## [Task material]

══════════════════════════════

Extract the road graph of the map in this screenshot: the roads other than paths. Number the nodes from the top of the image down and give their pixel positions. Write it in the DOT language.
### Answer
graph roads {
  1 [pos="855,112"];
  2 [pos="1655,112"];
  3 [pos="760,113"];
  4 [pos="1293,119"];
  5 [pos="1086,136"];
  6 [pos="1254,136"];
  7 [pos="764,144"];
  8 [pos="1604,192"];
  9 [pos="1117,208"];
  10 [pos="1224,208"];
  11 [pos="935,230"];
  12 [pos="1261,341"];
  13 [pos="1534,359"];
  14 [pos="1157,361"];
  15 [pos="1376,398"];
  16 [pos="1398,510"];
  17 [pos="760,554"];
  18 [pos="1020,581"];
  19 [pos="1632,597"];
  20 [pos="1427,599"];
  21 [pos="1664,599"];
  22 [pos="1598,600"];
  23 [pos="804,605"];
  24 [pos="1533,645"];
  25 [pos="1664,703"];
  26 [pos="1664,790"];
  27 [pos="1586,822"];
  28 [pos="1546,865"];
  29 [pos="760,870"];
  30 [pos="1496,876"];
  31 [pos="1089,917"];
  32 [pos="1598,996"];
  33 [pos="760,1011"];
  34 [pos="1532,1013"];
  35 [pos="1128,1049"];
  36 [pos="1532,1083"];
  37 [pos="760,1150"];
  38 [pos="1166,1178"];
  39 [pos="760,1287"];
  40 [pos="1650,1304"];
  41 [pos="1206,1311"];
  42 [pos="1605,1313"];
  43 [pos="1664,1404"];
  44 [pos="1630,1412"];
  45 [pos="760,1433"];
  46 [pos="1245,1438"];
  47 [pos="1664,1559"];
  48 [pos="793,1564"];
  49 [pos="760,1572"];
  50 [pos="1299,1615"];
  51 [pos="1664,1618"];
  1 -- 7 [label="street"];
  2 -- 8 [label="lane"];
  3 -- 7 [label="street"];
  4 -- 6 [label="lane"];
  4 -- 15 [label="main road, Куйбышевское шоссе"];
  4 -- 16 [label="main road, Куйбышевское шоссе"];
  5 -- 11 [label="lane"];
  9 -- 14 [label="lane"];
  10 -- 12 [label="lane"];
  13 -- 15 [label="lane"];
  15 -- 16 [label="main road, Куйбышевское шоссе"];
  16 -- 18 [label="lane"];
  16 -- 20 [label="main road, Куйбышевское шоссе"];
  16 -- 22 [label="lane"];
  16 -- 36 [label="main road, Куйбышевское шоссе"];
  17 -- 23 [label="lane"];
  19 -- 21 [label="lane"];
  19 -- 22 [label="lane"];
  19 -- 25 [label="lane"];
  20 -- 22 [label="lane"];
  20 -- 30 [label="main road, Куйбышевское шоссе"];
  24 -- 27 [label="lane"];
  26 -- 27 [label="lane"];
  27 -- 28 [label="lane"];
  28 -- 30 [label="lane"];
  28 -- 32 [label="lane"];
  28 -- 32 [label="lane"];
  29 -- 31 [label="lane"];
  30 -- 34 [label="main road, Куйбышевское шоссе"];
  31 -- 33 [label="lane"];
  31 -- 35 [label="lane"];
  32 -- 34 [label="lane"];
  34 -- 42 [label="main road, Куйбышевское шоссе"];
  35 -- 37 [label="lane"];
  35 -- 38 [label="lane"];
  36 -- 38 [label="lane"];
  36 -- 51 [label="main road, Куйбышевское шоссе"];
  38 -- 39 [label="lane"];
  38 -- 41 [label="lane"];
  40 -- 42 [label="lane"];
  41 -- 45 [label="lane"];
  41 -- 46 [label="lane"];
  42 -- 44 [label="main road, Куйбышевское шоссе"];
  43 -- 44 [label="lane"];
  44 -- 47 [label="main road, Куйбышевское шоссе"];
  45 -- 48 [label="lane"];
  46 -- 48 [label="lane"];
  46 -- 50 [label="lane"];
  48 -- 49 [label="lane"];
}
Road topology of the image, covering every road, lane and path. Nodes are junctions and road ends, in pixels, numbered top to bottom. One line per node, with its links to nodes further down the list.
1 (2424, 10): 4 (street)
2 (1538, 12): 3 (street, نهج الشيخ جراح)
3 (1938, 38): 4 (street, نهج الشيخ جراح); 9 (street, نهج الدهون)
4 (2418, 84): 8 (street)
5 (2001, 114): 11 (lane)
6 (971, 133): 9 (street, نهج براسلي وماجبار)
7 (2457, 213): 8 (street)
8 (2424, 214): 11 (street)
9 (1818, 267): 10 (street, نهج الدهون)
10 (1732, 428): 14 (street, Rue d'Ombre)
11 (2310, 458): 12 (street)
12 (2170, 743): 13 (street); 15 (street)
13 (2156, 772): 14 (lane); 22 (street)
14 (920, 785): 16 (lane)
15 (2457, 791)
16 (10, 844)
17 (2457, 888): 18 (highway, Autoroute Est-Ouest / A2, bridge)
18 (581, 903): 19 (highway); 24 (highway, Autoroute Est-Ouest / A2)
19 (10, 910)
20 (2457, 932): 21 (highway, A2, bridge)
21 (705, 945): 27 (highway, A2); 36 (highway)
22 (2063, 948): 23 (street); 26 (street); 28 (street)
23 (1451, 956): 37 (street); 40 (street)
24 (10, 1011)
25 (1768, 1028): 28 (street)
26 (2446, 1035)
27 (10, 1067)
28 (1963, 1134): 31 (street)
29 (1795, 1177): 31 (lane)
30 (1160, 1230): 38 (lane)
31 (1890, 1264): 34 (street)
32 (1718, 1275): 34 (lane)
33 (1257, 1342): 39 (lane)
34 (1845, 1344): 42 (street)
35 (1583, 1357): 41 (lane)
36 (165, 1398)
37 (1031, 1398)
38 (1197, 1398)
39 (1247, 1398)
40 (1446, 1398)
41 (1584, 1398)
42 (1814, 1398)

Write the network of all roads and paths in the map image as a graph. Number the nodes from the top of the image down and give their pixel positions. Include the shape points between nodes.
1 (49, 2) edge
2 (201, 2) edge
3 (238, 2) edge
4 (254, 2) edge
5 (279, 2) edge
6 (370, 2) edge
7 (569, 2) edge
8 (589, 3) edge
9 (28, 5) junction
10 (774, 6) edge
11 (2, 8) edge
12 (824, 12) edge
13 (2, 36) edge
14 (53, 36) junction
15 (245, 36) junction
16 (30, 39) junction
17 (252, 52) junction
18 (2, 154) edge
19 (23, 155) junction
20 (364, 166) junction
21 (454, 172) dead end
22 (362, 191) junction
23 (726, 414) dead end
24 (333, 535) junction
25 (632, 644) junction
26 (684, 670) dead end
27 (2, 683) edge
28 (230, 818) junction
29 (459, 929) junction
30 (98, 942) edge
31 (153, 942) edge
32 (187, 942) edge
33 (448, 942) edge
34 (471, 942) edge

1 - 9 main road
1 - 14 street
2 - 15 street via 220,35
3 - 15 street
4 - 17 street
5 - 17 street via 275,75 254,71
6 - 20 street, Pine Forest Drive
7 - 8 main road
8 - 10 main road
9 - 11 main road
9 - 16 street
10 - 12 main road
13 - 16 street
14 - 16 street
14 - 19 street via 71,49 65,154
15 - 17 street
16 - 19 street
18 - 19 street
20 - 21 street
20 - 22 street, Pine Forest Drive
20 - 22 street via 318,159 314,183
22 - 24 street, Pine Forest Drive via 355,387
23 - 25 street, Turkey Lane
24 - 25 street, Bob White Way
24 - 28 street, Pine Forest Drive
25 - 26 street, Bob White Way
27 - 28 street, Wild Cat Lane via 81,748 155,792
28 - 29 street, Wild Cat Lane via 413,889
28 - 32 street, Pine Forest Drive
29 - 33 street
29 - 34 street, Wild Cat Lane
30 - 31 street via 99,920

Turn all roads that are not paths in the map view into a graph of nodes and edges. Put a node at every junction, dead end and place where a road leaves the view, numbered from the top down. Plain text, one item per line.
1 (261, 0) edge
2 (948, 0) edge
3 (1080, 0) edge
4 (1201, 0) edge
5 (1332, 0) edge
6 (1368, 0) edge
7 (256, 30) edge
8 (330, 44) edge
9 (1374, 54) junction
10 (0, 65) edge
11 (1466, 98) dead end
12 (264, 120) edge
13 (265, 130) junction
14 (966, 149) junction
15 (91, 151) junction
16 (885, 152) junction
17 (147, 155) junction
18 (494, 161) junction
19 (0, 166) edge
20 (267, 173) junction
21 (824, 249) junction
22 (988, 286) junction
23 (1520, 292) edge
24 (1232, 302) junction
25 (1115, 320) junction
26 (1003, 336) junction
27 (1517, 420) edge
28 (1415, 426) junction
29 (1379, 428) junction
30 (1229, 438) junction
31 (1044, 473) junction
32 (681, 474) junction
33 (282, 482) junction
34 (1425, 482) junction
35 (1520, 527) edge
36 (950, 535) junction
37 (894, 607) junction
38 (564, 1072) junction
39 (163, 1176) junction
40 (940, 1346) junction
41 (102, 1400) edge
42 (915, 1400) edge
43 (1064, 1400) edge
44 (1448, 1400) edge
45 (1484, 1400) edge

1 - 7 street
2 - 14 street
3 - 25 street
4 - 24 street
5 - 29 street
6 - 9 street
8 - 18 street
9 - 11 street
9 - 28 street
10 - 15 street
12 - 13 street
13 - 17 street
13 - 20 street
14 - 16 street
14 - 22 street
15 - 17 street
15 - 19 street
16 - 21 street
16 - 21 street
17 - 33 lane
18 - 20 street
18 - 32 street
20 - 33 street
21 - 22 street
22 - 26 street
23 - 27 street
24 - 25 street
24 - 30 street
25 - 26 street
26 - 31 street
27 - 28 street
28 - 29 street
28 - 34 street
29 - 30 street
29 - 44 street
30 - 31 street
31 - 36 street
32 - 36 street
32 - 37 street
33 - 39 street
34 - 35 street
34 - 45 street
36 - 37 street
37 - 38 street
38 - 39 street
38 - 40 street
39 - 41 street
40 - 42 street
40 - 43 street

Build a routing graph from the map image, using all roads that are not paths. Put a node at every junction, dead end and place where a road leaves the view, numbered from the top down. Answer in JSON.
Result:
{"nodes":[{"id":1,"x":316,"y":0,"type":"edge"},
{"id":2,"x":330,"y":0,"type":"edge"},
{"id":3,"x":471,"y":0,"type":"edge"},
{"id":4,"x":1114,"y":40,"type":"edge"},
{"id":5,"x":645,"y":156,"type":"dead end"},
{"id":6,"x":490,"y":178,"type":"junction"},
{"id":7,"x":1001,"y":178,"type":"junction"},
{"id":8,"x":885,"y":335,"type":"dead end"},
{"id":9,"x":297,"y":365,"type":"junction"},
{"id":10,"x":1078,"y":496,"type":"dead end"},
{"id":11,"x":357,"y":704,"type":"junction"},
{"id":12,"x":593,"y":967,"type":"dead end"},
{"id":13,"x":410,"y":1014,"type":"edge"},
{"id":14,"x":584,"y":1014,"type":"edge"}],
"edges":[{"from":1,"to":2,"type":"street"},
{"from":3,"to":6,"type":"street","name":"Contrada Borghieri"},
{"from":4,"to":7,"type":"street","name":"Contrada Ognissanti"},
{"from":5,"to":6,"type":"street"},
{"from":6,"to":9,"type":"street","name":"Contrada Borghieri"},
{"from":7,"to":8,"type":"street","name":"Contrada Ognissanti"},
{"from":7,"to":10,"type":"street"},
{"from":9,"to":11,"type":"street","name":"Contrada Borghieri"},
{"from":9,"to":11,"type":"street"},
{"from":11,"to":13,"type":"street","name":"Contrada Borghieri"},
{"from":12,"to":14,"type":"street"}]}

══════════════════════════════

## [Your goal]
Find the lines of the listing above that hold "Contrada". Please copy them.

## [Answer space]
{"from":3,"to":6,"type":"street","name":"Contrada Borghieri"},
{"from":4,"to":7,"type":"street","name":"Contrada Ognissanti"},
{"from":6,"to":9,"type":"street","name":"Contrada Borghieri"},
{"from":7,"to":8,"type":"street","name":"Contrada Ognissanti"},
{"from":9,"to":11,"type":"street","name":"Contrada Borghieri"},
{"from":11,"to":13,"type":"street","name":"Contrada Borghieri"},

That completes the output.